Scrivo questo post dopo qualche settimana di dibattito sul blog, in cui emerge, in alcuni voi, qualche sofferenza di troppo. Tutti noi, credo, abbiamo incontrato dei santi preti e dei preti incoerenti. Io per primo li ho incontrati, e io per primo lo sono stato, perché in ognuno, prete o meno, c’è la santità e l’incoerenza. Non ho risposte facili: io stesso ho espresso il desiderio di una profonda riforma all’interno della Chiesa, ma non a partire dai preti, ma da tutti noi. Il ruolo del prete è in profonda crisi, fra ciò che gli si chiede (funzionario e apostolo, equilibrato e dinamico, celibe e attento alla famiglia…) e la misura del suo limite, in un mondo troppo complesso per essere affrontato con i soliti schemi, il rischio è di aspettarsi troppo da lui o che lui si aspetti troppo da noi.
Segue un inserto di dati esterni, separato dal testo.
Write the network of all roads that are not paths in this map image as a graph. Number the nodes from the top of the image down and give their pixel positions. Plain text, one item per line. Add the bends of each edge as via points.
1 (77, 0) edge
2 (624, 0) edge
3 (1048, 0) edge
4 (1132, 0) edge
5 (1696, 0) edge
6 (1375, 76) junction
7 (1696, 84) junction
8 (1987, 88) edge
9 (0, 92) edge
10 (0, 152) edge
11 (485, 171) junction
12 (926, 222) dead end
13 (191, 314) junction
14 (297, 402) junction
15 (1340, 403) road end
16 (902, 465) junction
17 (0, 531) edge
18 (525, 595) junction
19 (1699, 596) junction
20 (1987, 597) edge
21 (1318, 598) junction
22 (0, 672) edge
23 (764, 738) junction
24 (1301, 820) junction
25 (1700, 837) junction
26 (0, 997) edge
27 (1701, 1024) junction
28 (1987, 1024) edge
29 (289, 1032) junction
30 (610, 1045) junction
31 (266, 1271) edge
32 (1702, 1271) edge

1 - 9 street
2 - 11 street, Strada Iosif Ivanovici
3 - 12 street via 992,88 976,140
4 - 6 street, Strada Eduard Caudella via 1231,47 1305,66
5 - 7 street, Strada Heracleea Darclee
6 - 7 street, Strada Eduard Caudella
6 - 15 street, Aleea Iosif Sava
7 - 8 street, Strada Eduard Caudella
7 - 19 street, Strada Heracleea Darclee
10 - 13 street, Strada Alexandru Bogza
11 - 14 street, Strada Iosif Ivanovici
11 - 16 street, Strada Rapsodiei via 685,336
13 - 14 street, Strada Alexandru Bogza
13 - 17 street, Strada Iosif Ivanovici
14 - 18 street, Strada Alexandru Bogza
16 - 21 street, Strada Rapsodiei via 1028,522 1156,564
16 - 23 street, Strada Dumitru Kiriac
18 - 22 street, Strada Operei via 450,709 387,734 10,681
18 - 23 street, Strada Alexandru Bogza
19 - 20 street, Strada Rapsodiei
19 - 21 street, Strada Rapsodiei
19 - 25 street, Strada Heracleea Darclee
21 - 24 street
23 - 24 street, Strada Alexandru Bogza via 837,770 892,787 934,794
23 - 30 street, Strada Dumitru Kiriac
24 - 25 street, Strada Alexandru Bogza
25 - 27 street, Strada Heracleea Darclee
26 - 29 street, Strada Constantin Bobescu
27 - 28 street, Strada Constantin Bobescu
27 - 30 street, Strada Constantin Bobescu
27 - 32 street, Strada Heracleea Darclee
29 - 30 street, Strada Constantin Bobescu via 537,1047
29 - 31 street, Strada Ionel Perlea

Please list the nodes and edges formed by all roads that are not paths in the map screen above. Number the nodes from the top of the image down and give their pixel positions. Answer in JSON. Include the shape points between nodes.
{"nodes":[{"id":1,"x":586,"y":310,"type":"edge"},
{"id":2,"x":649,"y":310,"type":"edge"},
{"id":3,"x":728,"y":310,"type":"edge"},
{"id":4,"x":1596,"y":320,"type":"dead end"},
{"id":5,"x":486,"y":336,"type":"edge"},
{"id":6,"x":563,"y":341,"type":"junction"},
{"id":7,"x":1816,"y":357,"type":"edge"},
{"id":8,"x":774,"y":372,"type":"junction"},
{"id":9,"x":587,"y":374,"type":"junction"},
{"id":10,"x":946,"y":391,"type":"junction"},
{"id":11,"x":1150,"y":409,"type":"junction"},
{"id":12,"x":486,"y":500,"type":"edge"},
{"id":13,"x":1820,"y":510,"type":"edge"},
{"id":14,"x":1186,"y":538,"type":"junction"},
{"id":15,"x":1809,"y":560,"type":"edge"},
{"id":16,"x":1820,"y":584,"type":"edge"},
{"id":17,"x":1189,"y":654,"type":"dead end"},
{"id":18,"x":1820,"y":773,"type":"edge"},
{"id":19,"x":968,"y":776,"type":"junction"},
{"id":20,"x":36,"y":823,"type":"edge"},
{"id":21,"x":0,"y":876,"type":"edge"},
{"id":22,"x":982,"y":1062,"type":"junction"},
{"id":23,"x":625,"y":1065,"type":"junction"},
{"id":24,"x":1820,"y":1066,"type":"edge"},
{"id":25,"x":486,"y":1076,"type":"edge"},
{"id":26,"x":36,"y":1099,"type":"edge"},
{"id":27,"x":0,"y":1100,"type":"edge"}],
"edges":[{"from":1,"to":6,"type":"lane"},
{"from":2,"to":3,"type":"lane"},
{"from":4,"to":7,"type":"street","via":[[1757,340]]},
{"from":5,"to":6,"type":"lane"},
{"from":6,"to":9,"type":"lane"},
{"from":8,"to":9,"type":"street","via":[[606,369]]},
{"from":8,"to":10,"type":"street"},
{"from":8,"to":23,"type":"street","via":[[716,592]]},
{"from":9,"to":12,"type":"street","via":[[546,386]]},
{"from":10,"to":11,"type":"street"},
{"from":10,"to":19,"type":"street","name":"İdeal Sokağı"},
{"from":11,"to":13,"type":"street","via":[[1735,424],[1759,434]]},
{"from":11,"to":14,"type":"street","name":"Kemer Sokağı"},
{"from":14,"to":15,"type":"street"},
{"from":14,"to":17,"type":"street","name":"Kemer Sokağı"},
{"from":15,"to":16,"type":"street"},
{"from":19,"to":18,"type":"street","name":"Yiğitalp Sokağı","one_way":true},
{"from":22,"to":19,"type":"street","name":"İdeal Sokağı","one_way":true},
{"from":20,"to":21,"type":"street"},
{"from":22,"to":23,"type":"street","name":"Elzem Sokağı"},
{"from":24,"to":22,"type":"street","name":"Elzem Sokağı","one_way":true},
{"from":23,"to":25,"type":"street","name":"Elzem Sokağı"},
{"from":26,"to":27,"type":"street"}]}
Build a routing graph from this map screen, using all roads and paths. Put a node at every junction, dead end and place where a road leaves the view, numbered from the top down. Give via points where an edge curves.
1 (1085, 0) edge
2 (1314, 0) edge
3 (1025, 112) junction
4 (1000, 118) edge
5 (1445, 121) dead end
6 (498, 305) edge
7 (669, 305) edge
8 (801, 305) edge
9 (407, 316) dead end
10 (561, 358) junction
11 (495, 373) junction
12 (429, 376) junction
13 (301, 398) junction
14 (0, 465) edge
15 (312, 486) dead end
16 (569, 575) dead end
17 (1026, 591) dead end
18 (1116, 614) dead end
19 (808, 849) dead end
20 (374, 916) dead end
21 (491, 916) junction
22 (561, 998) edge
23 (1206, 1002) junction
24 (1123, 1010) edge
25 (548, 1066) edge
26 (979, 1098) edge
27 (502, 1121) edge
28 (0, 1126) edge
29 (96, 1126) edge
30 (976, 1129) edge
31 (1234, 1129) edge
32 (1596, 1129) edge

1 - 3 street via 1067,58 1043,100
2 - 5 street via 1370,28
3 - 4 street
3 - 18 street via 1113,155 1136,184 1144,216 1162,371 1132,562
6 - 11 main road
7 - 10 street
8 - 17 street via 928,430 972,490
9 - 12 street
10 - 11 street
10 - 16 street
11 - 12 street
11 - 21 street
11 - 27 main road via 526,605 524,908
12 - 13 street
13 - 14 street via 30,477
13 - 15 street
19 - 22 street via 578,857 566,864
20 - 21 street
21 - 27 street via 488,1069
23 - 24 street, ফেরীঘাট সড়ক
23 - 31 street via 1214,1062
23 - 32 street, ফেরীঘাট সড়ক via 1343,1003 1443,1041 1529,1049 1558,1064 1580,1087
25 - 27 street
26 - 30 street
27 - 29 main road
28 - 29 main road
Cosa ci può dire il Curato d’Ars?
Ci propone il ritorno ad un rapporto di Chiesa fatto di ascolto e di consapevolezza del proprio limite. da parte dei preti e da parte dei fedeli. Quella Chiesa sognata da Cristo e riproposta dal Concilio è ancora molto da costruire: solo la santità può aiutarci a costruire una Chiesa in cui i preti facciano i preti, spezzando la Parola e il pane e i laici i laici, portando il vangelo nel mondo, in prima linea, tutti fratelli, senza prevaricazioni, nella consapevolezza del proprio carisma e del proprio ministero.
Io, come un hobbit, vivo nella terra di mezzo: prete senza esercitare un ministero (eppure più prete che mai), vivo il vangelo nel mondo, nella semplicità di ciò che riesco ad essere e a fare (con qualche fatica dovuta dal non avere l’abitudine alla concretezza quotidiana).
Preghiamo per i nostri preti, mentre ne vediamo i limiti. Preghiamo per tutta la Chiesa, mentre ne sogniamo la conversione.
In questo giorno vi segnalo un libro simpatico e profondo: “Pretacci”, scritto da Candido Cannavò, quella della Gazzetta dello Sport, per intendersi, che alle doti di giornalista aggiunge un’inattesa profondità spirituale. A me ha dato tanto.